═════ MATERIAL SUPPLIED ═════
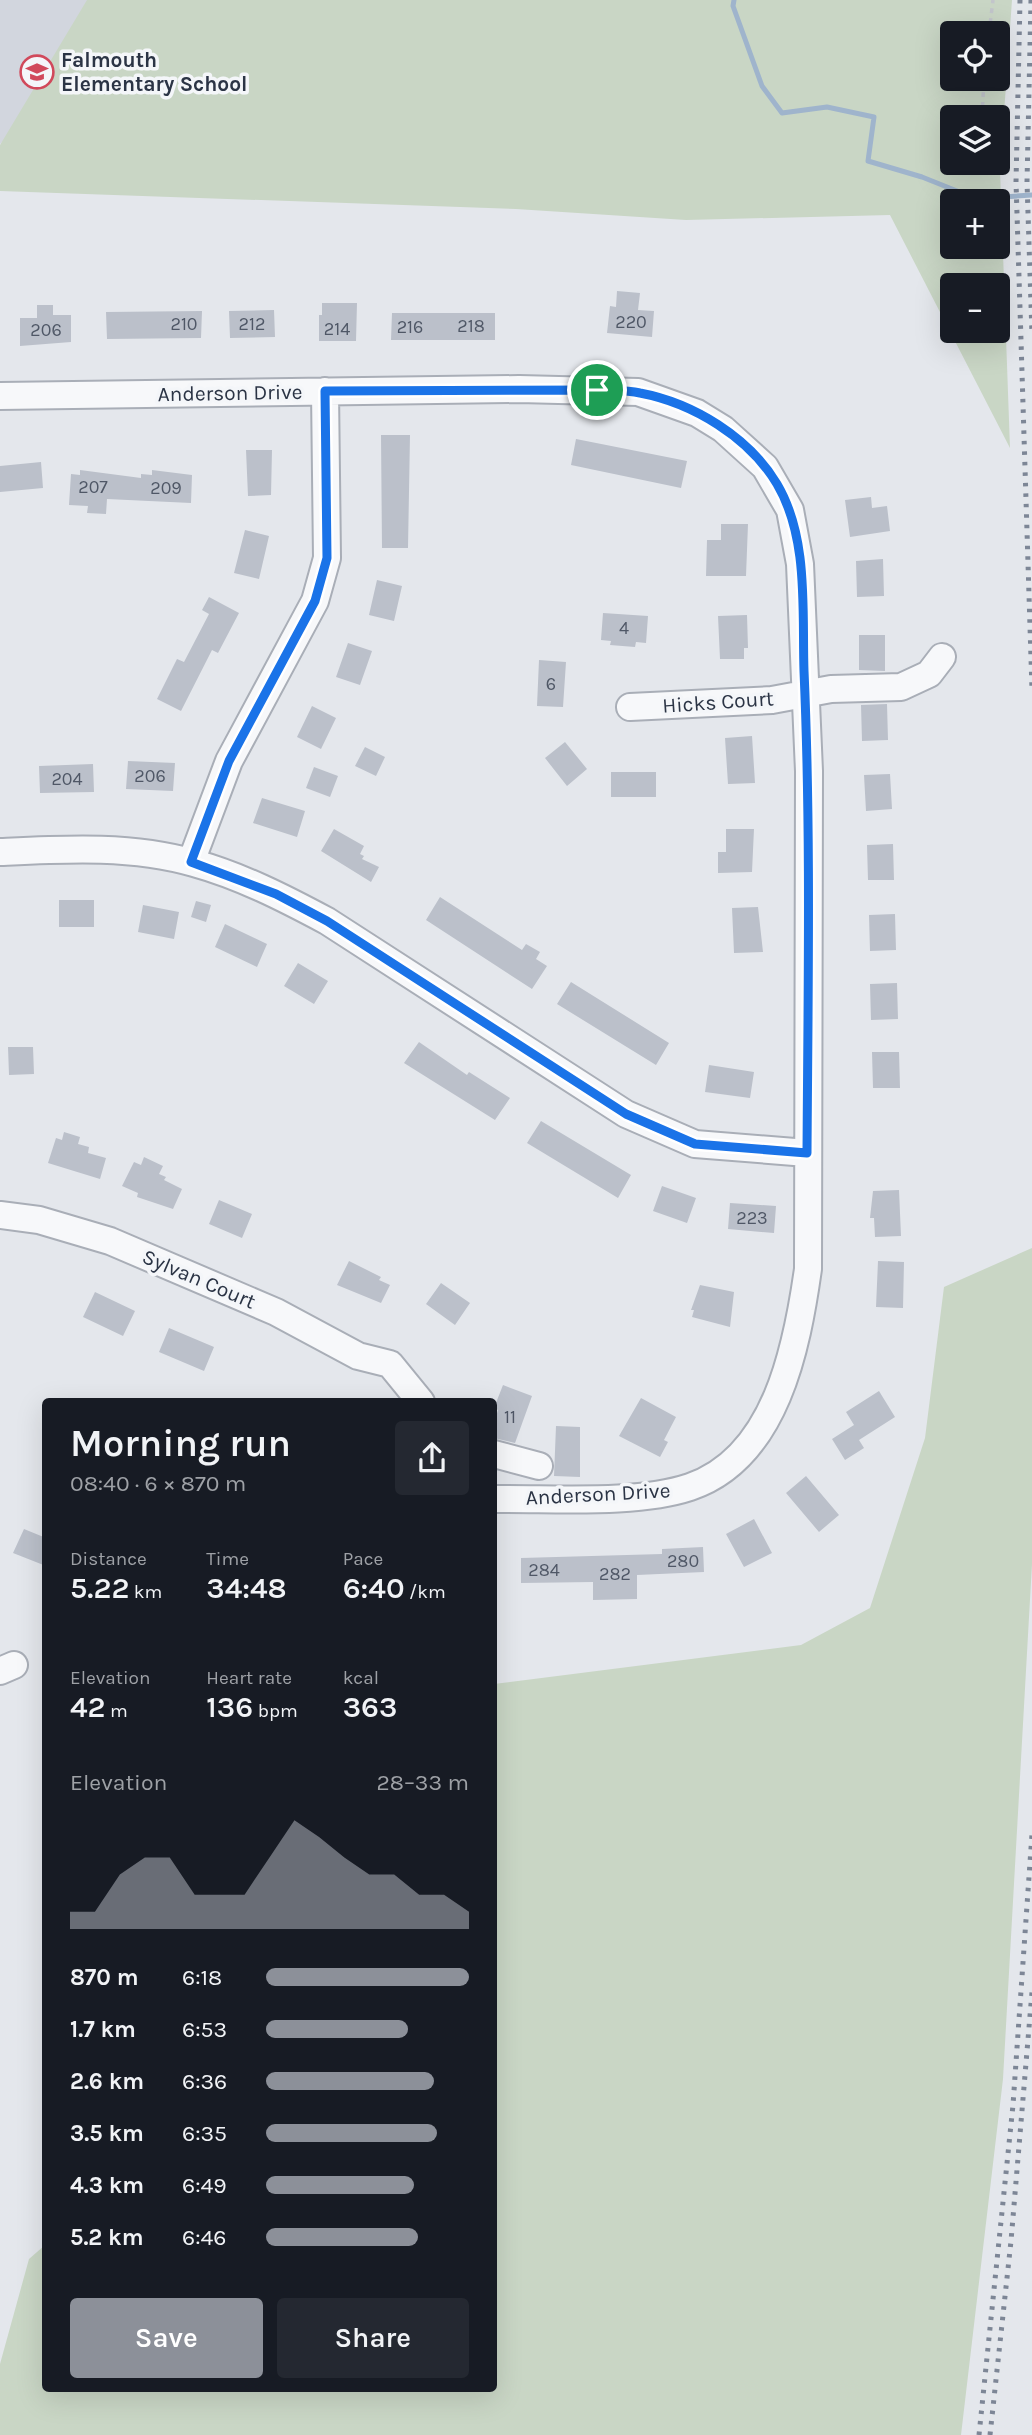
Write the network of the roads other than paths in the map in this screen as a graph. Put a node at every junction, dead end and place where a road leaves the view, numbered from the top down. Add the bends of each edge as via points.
1 (325, 391) junction
2 (0, 396) edge
3 (942, 657) dead end
4 (805, 694) junction
5 (630, 707) dead end
6 (0, 852) edge
7 (191, 862) junction
8 (807, 1153) junction
9 (0, 1215) edge
10 (418, 1398) edge
11 (497, 1455) edge
12 (539, 1466) dead end
13 (497, 1499) edge

1 - 2 street, Anderson Drive
1 - 4 street, Anderson Drive via 638,392 668,400 723,429 765,467 790,510 800,564
1 - 7 street via 327,558 321,583 229,761
3 - 4 street, Hicks Court via 929,674 901,687
4 - 5 street, Hicks Court via 772,700
4 - 8 street, Anderson Drive via 809,771
6 - 7 street via 90,849
7 - 8 street via 276,894 327,921 626,1114 660,1131 695,1144
8 - 13 street, Anderson Drive via 808,1269 792,1357 770,1413 736,1457 705,1481 671,1492
9 - 10 street, Sylvan Court via 39,1220 110,1241 276,1312 358,1356 390,1363
11 - 12 street

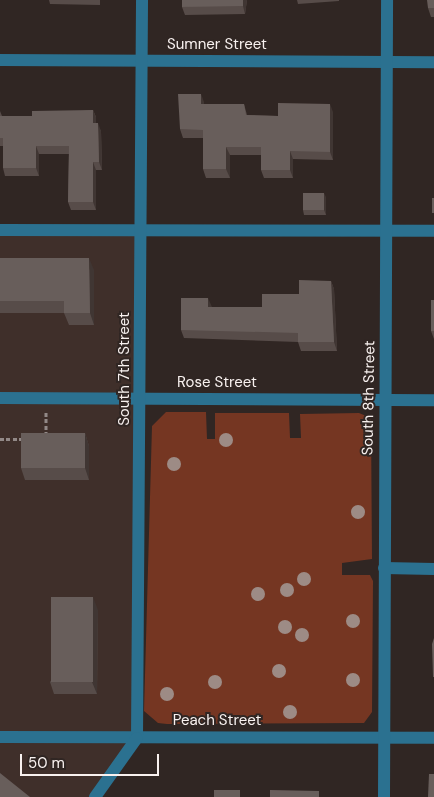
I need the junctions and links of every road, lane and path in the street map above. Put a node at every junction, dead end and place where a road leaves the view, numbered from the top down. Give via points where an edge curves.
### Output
1 (142, 0) edge
2 (387, 0) edge
3 (0, 60) edge
4 (142, 61) junction
5 (387, 62) junction
6 (434, 62) edge
7 (0, 230) edge
8 (142, 230) junction
9 (387, 231) junction
10 (434, 231) edge
11 (0, 398) edge
12 (46, 399) junction
13 (141, 399) junction
14 (386, 400) junction
15 (434, 400) edge
16 (0, 438) edge
17 (28, 439) edge
18 (37, 439) edge
19 (46, 439) junction
20 (46, 445) edge
21 (384, 568) junction
22 (434, 569) edge
23 (0, 736) edge
24 (137, 738) junction
25 (384, 738) junction
26 (434, 738) edge
27 (95, 797) edge
28 (384, 797) edge

1 - 4 street, South 7th Street
2 - 5 street, South 8th Street
3 - 4 street, Sumner Street
4 - 5 street, Sumner Street
4 - 8 street, South 7th Street
5 - 6 street, Sumner Street
5 - 9 street, South 8th Street
7 - 8 street
8 - 9 street
8 - 13 street, South 7th Street
9 - 10 street
9 - 14 street, South 8th Street
11 - 12 street, Rose Street
12 - 13 street, Rose Street
12 - 19 path
13 - 14 street, Rose Street
13 - 24 street, South 7th Street
14 - 15 street, Rose Street
14 - 21 street, South 8th Street
16 - 17 path
18 - 19 path
19 - 20 path
21 - 22 street
21 - 25 street, South 8th Street
23 - 24 street, Peach Street
24 - 25 street, Peach Street
24 - 27 street
25 - 26 street, Peach Street
25 - 28 street, South 8th Street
═════
■ PROBLEM STATEMENT
The copy you write must hold every record verbatim and none of the pictures.

■ FINISHED EXERCISE
Write the network of the roads other than paths in the map in this screen as a graph. Put a node at every junction, dead end and place where a road leaves the view, numbered from the top down. Add the bends of each edge as via points.
1 (325, 391) junction
2 (0, 396) edge
3 (942, 657) dead end
4 (805, 694) junction
5 (630, 707) dead end
6 (0, 852) edge
7 (191, 862) junction
8 (807, 1153) junction
9 (0, 1215) edge
10 (418, 1398) edge
11 (497, 1455) edge
12 (539, 1466) dead end
13 (497, 1499) edge

1 - 2 street, Anderson Drive
1 - 4 street, Anderson Drive via 638,392 668,400 723,429 765,467 790,510 800,564
1 - 7 street via 327,558 321,583 229,761
3 - 4 street, Hicks Court via 929,674 901,687
4 - 5 street, Hicks Court via 772,700
4 - 8 street, Anderson Drive via 809,771
6 - 7 street via 90,849
7 - 8 street via 276,894 327,921 626,1114 660,1131 695,1144
8 - 13 street, Anderson Drive via 808,1269 792,1357 770,1413 736,1457 705,1481 671,1492
9 - 10 street, Sylvan Court via 39,1220 110,1241 276,1312 358,1356 390,1363
11 - 12 street

I need the junctions and links of every road, lane and path in the street map above. Put a node at every junction, dead end and place where a road leaves the view, numbered from the top down. Give via points where an edge curves.
### Output
1 (142, 0) edge
2 (387, 0) edge
3 (0, 60) edge
4 (142, 61) junction
5 (387, 62) junction
6 (434, 62) edge
7 (0, 230) edge
8 (142, 230) junction
9 (387, 231) junction
10 (434, 231) edge
11 (0, 398) edge
12 (46, 399) junction
13 (141, 399) junction
14 (386, 400) junction
15 (434, 400) edge
16 (0, 438) edge
17 (28, 439) edge
18 (37, 439) edge
19 (46, 439) junction
20 (46, 445) edge
21 (384, 568) junction
22 (434, 569) edge
23 (0, 736) edge
24 (137, 738) junction
25 (384, 738) junction
26 (434, 738) edge
27 (95, 797) edge
28 (384, 797) edge

1 - 4 street, South 7th Street
2 - 5 street, South 8th Street
3 - 4 street, Sumner Street
4 - 5 street, Sumner Street
4 - 8 street, South 7th Street
5 - 6 street, Sumner Street
5 - 9 street, South 8th Street
7 - 8 street
8 - 9 street
8 - 13 street, South 7th Street
9 - 10 street
9 - 14 street, South 8th Street
11 - 12 street, Rose Street
12 - 13 street, Rose Street
12 - 19 path
13 - 14 street, Rose Street
13 - 24 street, South 7th Street
14 - 15 street, Rose Street
14 - 21 street, South 8th Street
16 - 17 path
18 - 19 path
19 - 20 path
21 - 22 street
21 - 25 street, South 8th Street
23 - 24 street, Peach Street
24 - 25 street, Peach Street
24 - 27 street
25 - 26 street, Peach Street
25 - 28 street, South 8th Street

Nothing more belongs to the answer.